-------- MATERIAL TO PROCESS

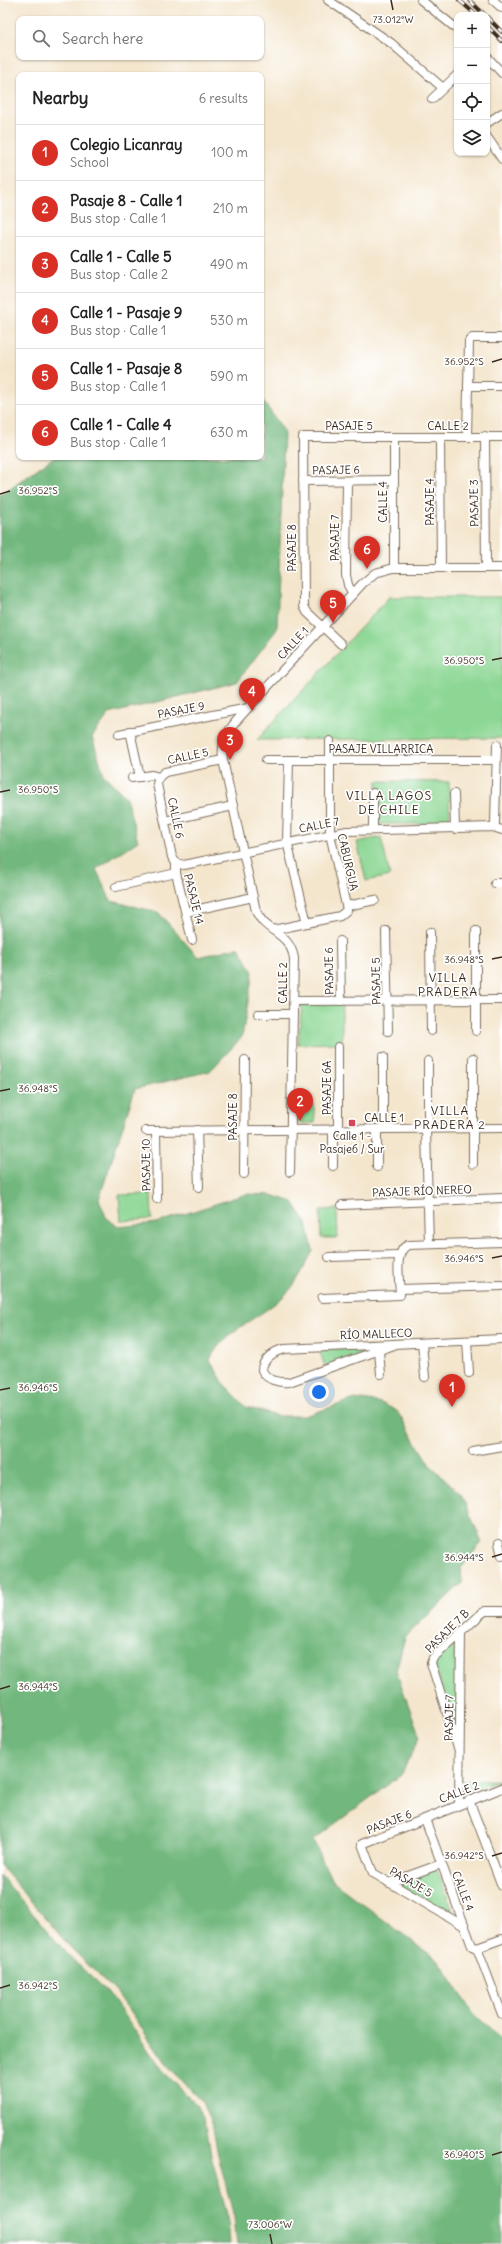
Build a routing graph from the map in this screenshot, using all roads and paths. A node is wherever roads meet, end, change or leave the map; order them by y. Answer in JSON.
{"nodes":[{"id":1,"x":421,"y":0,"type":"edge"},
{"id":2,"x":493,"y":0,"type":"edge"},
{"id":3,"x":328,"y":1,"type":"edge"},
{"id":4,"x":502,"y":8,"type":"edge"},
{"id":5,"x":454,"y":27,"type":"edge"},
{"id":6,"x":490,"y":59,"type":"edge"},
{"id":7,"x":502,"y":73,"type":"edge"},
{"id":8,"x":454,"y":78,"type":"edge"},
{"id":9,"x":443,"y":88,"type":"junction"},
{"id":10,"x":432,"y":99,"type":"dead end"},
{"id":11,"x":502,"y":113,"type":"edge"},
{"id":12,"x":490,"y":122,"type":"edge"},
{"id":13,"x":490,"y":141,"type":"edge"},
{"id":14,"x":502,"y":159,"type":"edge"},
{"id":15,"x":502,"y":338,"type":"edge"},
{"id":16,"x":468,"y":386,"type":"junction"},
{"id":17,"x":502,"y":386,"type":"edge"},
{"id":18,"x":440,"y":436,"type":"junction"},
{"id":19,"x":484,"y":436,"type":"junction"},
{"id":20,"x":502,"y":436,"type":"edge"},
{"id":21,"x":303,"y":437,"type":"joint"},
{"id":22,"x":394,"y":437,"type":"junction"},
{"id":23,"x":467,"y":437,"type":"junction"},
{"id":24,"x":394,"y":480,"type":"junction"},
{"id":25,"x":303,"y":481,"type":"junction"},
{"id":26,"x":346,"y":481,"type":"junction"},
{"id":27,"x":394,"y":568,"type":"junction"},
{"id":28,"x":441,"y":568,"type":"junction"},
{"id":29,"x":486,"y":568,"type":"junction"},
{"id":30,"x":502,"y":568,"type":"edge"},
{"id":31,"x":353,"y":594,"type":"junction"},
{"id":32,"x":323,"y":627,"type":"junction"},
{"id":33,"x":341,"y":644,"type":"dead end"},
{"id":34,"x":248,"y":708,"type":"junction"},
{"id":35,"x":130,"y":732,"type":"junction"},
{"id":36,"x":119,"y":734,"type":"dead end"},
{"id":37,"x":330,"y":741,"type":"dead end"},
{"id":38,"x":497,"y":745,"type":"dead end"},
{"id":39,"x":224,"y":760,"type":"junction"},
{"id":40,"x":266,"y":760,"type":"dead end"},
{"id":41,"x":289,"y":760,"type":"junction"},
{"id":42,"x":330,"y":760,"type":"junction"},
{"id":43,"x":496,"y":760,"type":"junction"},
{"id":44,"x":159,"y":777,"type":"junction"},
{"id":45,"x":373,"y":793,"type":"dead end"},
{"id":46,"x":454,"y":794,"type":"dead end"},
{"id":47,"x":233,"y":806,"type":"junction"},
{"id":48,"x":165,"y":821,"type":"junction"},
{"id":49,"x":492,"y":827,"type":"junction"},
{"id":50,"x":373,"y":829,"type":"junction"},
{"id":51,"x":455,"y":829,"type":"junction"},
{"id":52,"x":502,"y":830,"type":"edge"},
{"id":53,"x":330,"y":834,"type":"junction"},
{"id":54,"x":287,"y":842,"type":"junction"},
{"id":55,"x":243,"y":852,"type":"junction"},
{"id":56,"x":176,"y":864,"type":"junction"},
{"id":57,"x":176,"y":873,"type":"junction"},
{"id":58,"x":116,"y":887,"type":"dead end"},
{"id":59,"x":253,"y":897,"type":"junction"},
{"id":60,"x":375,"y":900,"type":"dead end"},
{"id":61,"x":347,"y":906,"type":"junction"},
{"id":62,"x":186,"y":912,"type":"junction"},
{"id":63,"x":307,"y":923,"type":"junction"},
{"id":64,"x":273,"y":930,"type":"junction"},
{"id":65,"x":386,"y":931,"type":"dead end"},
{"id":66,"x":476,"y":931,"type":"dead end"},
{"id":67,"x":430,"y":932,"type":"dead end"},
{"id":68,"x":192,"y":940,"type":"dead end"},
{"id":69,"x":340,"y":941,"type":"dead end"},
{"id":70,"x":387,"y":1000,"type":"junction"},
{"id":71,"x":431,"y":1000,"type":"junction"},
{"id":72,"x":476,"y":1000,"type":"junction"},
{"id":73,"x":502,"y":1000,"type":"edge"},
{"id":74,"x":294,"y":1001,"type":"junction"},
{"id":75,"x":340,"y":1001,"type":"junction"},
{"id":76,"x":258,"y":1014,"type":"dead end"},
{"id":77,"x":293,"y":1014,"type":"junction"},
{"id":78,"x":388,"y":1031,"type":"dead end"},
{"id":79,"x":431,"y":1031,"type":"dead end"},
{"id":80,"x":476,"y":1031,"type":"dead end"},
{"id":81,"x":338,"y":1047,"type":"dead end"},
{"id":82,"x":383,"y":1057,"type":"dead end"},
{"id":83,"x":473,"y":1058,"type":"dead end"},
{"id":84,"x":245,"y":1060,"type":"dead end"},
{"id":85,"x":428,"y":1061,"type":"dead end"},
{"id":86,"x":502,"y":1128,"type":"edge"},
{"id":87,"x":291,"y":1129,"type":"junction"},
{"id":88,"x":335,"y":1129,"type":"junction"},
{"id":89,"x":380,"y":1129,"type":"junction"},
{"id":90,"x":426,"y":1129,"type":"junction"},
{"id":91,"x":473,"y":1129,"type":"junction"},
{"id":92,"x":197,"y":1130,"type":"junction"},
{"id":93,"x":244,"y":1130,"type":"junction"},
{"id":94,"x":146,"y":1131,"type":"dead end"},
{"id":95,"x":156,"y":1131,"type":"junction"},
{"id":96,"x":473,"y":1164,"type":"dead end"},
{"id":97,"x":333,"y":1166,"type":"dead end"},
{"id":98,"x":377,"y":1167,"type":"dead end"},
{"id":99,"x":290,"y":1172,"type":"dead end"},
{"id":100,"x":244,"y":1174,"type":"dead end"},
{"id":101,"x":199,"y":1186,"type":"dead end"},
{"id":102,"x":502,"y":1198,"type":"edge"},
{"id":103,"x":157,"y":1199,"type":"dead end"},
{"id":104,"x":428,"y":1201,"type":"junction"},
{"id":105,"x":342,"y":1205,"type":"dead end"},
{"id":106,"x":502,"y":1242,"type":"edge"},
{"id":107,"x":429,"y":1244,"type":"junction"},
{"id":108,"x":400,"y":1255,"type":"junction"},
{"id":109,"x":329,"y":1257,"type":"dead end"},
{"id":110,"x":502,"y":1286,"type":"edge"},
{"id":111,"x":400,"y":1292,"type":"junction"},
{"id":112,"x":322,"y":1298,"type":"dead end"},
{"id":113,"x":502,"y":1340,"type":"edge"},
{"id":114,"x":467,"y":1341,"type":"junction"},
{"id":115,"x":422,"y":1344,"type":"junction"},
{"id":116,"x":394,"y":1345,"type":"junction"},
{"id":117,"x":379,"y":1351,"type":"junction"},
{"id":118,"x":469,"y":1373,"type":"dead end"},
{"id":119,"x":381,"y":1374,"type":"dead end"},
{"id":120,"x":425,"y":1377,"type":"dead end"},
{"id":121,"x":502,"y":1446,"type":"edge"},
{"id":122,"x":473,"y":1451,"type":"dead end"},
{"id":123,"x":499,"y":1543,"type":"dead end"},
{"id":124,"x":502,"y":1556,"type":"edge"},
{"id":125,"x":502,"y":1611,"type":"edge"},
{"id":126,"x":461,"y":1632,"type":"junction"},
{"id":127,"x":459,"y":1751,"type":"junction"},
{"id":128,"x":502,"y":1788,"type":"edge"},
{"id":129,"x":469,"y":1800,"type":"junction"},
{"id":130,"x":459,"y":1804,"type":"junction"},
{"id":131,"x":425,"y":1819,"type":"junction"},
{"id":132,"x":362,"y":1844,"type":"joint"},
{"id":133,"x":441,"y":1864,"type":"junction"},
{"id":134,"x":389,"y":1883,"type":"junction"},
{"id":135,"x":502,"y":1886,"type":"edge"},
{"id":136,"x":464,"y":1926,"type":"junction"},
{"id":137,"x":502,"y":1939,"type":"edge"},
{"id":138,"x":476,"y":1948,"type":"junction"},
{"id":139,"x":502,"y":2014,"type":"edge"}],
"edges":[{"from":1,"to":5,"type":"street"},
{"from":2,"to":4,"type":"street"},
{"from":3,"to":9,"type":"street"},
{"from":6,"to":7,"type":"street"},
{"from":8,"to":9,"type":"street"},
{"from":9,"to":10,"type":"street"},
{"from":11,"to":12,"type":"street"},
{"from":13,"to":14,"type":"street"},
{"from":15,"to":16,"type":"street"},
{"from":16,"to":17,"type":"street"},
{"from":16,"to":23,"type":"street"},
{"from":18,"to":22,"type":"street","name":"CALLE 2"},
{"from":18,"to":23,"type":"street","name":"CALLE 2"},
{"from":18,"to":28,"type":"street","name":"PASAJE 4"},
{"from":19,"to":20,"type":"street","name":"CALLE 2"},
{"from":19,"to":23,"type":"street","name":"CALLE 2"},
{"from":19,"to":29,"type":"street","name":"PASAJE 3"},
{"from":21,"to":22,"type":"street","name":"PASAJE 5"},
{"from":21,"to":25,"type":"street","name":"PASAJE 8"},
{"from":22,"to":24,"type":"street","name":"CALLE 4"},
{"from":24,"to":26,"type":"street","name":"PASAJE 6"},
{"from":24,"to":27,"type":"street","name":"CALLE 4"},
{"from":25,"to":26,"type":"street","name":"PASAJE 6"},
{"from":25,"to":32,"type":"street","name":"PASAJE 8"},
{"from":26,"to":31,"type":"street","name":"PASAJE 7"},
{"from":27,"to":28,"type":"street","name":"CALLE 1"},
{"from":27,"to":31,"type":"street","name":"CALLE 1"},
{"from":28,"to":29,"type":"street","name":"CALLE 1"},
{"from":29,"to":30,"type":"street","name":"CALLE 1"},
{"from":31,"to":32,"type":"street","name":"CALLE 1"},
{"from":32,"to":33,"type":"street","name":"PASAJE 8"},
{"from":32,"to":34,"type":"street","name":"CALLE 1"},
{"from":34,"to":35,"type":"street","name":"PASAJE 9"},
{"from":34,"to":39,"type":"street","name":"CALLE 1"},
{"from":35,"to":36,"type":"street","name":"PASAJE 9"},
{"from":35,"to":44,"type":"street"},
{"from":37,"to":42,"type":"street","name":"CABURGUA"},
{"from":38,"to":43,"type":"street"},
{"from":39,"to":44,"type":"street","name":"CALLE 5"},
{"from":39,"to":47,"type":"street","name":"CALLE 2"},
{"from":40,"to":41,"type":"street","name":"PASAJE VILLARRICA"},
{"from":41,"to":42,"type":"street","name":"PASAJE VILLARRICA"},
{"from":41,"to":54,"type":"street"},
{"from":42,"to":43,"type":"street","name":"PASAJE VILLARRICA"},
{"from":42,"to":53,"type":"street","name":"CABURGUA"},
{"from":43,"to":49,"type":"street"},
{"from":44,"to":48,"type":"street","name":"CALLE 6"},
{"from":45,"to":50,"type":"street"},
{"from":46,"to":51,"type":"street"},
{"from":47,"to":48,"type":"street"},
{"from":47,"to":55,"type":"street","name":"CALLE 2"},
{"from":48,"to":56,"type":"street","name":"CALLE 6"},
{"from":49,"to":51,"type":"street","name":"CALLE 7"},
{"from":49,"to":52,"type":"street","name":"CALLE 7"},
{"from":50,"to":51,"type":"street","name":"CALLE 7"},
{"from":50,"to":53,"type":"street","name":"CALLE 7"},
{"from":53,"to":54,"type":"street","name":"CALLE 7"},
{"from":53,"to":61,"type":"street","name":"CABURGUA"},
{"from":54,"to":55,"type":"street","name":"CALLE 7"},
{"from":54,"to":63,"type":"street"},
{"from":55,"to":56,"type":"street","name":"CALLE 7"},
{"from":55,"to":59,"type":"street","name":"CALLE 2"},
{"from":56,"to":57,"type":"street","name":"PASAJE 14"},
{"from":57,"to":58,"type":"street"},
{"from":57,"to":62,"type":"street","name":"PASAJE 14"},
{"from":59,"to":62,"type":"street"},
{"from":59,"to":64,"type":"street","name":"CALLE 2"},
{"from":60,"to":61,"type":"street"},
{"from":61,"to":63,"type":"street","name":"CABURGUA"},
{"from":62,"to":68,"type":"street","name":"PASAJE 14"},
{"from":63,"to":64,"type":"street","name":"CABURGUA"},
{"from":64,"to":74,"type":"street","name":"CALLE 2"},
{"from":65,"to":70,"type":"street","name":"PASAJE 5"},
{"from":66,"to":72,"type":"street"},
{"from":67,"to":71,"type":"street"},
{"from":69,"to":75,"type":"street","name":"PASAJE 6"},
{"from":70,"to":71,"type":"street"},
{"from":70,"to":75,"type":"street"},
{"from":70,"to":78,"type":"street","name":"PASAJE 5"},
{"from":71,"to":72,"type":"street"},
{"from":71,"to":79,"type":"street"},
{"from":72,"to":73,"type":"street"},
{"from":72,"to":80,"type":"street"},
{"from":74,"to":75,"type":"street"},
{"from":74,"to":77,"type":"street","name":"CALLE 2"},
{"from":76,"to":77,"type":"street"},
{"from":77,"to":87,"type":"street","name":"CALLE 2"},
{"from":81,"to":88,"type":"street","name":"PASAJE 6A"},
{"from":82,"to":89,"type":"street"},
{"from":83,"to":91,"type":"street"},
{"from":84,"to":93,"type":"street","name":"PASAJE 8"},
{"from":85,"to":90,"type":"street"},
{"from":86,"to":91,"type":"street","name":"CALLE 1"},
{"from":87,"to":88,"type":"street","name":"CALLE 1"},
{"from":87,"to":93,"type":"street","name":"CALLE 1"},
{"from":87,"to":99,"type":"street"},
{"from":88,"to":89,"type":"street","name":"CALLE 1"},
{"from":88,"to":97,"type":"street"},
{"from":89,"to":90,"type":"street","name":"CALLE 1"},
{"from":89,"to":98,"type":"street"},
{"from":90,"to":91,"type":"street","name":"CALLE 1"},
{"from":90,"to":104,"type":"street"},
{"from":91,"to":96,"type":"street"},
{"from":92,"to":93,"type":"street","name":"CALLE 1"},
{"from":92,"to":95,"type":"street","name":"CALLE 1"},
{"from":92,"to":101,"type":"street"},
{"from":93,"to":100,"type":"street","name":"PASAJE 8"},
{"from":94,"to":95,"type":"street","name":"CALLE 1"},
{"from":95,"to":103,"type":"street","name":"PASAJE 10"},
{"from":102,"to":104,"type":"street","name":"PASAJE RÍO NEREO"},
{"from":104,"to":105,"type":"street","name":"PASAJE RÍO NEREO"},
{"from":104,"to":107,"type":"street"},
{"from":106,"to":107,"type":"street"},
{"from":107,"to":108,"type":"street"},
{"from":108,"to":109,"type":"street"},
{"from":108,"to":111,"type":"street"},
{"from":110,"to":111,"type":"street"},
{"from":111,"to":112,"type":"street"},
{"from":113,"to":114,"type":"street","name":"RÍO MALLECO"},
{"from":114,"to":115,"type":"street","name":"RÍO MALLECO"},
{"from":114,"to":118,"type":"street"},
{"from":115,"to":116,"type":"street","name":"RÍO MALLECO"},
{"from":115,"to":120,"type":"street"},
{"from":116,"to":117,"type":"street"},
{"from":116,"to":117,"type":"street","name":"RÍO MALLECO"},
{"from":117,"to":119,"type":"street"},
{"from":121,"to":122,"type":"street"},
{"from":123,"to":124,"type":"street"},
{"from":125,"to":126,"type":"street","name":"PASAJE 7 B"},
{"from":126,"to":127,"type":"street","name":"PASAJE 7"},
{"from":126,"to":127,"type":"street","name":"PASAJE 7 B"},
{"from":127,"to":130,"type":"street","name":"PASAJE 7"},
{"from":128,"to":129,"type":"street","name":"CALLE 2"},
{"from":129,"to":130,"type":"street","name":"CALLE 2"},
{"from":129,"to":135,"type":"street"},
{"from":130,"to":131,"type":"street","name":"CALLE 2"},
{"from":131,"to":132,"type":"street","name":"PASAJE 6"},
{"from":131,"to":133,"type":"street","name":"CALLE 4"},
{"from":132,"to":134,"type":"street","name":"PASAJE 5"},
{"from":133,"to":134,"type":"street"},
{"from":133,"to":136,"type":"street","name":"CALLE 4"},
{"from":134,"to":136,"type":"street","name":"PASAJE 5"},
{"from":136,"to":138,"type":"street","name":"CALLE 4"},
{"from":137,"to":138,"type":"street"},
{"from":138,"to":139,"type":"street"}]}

----------------
-------- MATERIAL TO PROCESS

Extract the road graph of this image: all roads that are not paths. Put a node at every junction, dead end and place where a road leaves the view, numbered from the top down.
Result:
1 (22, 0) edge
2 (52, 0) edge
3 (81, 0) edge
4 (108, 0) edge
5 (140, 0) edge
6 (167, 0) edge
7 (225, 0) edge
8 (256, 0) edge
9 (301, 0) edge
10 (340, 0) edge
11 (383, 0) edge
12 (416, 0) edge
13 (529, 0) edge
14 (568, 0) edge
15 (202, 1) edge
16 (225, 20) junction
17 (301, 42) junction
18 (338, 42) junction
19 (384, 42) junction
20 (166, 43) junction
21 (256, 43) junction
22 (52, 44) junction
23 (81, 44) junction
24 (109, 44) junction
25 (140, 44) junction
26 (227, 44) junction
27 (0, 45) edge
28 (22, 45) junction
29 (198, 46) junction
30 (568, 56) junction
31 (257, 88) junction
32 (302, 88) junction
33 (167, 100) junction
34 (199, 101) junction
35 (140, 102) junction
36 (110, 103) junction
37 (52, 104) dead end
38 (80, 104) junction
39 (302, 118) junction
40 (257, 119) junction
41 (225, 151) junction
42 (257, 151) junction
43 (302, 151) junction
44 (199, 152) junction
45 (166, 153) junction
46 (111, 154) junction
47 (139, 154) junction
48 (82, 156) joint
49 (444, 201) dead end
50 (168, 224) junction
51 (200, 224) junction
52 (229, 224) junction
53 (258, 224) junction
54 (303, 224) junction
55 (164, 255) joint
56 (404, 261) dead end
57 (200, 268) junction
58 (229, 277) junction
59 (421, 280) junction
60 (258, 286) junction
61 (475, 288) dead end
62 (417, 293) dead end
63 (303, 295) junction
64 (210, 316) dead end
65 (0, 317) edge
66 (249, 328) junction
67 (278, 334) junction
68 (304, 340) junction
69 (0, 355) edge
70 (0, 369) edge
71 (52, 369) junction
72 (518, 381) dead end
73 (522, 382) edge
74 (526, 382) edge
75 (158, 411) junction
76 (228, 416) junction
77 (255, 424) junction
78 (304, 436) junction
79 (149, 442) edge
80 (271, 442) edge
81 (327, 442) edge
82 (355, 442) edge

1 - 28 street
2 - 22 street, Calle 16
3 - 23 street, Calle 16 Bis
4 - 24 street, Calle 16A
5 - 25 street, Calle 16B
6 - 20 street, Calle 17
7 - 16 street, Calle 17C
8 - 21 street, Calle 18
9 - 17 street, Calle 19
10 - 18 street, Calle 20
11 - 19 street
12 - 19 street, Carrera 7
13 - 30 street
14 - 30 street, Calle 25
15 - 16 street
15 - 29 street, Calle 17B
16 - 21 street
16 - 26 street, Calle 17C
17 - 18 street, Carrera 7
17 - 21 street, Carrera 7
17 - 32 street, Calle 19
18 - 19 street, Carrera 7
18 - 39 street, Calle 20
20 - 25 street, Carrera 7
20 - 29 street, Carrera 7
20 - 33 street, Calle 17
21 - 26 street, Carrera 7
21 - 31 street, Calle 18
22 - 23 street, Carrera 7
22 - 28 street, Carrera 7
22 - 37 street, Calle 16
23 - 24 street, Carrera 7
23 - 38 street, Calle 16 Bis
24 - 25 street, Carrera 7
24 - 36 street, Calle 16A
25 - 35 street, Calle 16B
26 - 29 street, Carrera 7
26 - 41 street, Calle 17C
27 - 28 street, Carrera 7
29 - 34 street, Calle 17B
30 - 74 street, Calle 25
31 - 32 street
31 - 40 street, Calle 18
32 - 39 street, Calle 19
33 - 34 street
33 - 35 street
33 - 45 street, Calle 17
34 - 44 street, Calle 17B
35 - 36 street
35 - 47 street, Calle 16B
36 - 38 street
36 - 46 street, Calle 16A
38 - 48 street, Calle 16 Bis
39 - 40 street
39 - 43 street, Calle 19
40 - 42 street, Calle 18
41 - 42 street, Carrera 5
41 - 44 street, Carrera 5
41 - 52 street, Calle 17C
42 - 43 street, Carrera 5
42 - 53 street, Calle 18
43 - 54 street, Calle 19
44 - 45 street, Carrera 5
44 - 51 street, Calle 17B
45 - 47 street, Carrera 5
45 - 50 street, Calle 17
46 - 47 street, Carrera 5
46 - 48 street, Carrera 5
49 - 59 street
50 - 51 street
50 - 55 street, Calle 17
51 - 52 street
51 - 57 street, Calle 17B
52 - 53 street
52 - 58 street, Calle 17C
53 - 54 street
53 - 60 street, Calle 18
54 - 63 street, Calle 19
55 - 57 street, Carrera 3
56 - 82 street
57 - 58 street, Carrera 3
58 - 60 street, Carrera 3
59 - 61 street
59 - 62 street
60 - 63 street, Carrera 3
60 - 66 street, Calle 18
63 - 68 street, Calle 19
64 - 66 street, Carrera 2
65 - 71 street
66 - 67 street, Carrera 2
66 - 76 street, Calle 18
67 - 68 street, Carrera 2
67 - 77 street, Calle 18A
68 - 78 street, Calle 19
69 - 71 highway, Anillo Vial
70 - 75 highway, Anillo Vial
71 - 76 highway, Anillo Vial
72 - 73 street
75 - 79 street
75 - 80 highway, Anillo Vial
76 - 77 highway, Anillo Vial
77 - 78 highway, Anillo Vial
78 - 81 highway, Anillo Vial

----------------

EXERCISE GOAL: Gather up, from the records above, each line where the word "joint" appears.

WRITTEN RESPONSE:
{"id":21,"x":303,"y":437,"type":"joint"},
{"id":132,"x":362,"y":1844,"type":"joint"},
48 (82, 156) joint
55 (164, 255) joint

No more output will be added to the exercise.